Cutthroat competition forces GP overhaul
Monday, 28 January 2008


The country's largest cell phone operator Grameenphone (GP) has overhauled its operations ostensibly in an effort to improve efficiency as competition intensifies from rivals, especially from Orascom Telecom's Banglalink which is growing at a faster pace.

The overhaul is meant to remove, according to GP, existing "organisational overlaps and to streamline functional activities" ahead of GP's initial public offering, expected by June.

"We need to remove these overlaps in order to become more efficient, creating more focus and assigning clear responsibilities," chief executive officer Anders Jensen said in a recent internal announcement.

"All our activities in the company will be targeted towards supporting sales and delivering a superior customer experience," he said. Jensen, previously an executive at the Swedish unit of Fornebu, Norway-based Telenor, apparently is feeling the pinch of fierce competition in the country's burgeoning telecoms industry.

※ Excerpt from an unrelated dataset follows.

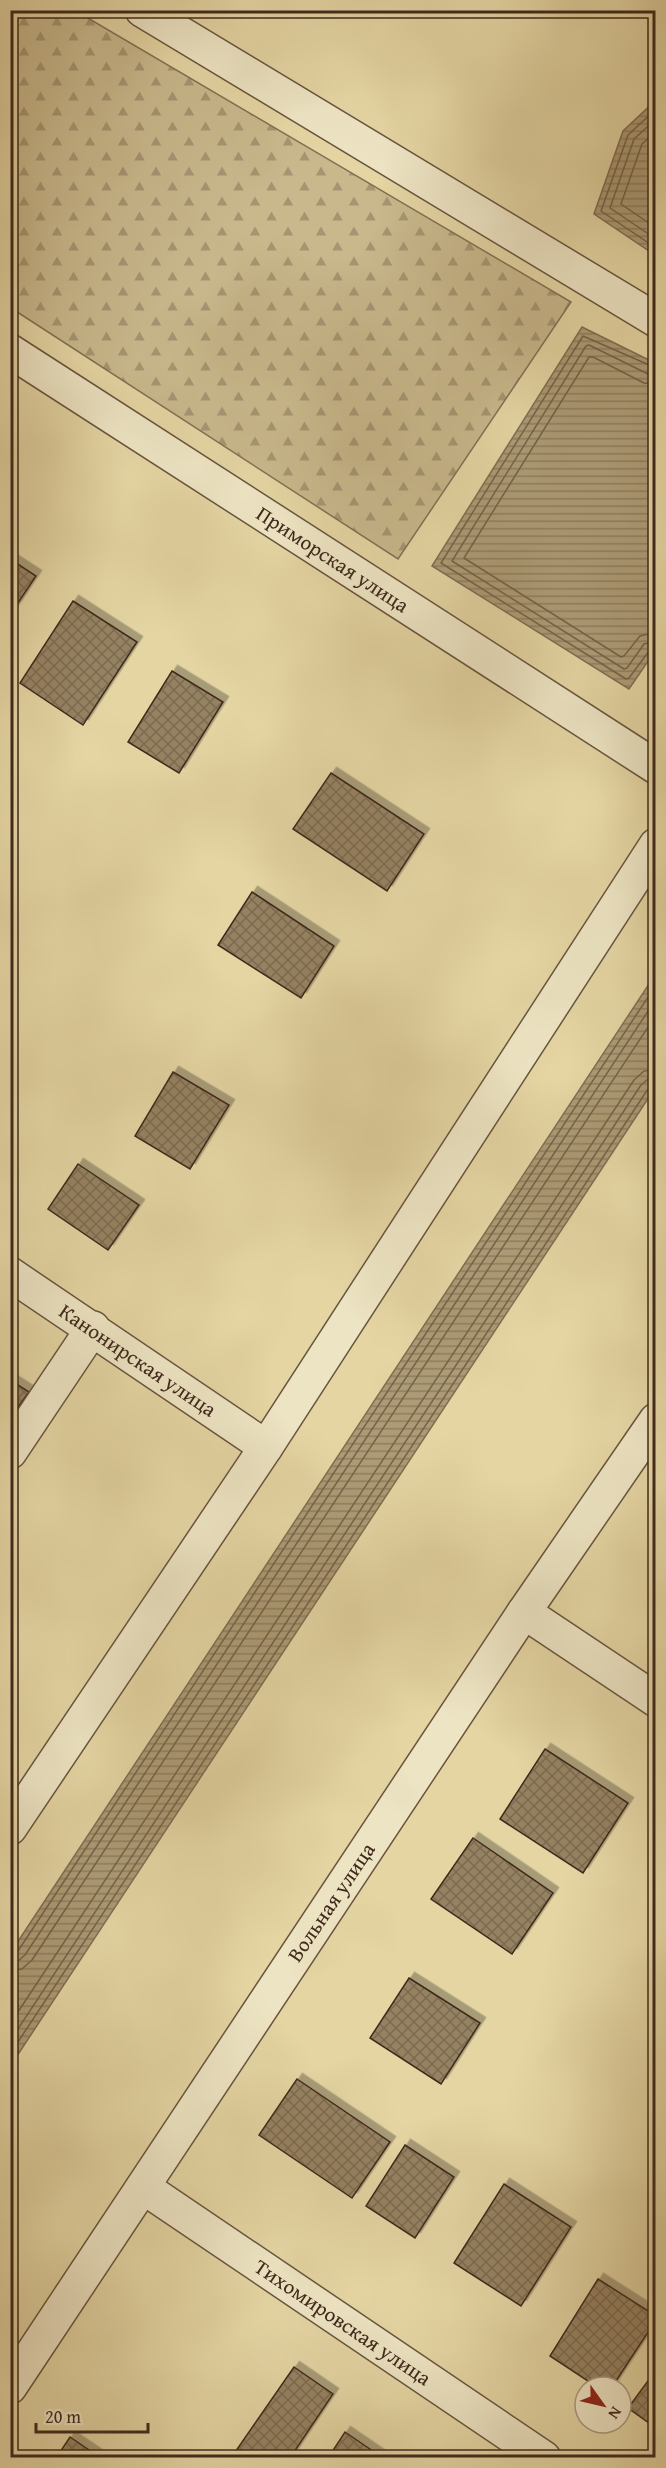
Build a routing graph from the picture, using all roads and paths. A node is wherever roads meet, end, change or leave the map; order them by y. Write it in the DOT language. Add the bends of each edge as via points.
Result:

"We will make sure that we stay in the leading position. To do so we need to get fit to fight!" he said. GP realigned the marketing division, now headed by Rubaba Dowla, who had earlier been pushed into the back office of customer services—away from the media limelight.

As part of what GP said was the interim divisional adjustment, the new business development unit has been placed under Dowla. Laszlo Barta remains the director of sales and will also oversee "trade marketing" and "sales development".

The customer service division, now headed by Arnfim Groven, includes inbound and outbound call centres, channel support, direct communication and knowledge and development. In addition to his responsibilities as director of public relations, Syed Yamin Bakht will lead the corporate social responsibility department as CSR has been placed under the public relations division.

GP said the next level of adjustments will be outlined and completed by Feb 10. In a Jan 16 announcement, Bangladesh Telecommunication Regulatory Commission said GP would go for a public offering on the capital market by June—a plan that came after a meeting between GP shareholders and the telecoms regulator.

GP—62 percent owned by Telenor, the largest phone company in the Nordic region and the remaining 38 percent by Grameen Telecom—was not specific on the percentage of shares meant for the capital market. In an early statement, it said the percentage of shares could be 10 percent or even much less than that.

In an interview with Bloomberg, however, Jensen said the proposed stock offering would be the biggest ever in Bangladesh. "There is strong interest from the owners for the IPO,'' said Jensen. ``There are practical things such as whether the Dhaka Stock Exchange can handle a deal of this size.''

GP's business image was largely tainted by its alleged involvement in illegal VoIP business. Last year, the telecoms regulator fined GP Tk 168.4 crore for reportedly running the illegal VoIP business.

Only last month, that is in December, the Rapid Action Battalion raided GP headquarters and seized some corporate files after it was accused of supplying VoIP switches to AccessTel, which was running the outside-the-law business using the equipment.

GP's chief executive vowed to deal with the rogue staffers with links to VoIP operations, but in spite of that assertion there has not been any clear statement yet from his company on this issue.

Reached by phone, Syed Yamin Bakht told Saturday that the CEO would not comment on the issue.

"We will speak (to the media at the) right time," Bakht said. Apparently that "right time" has yet not arrived.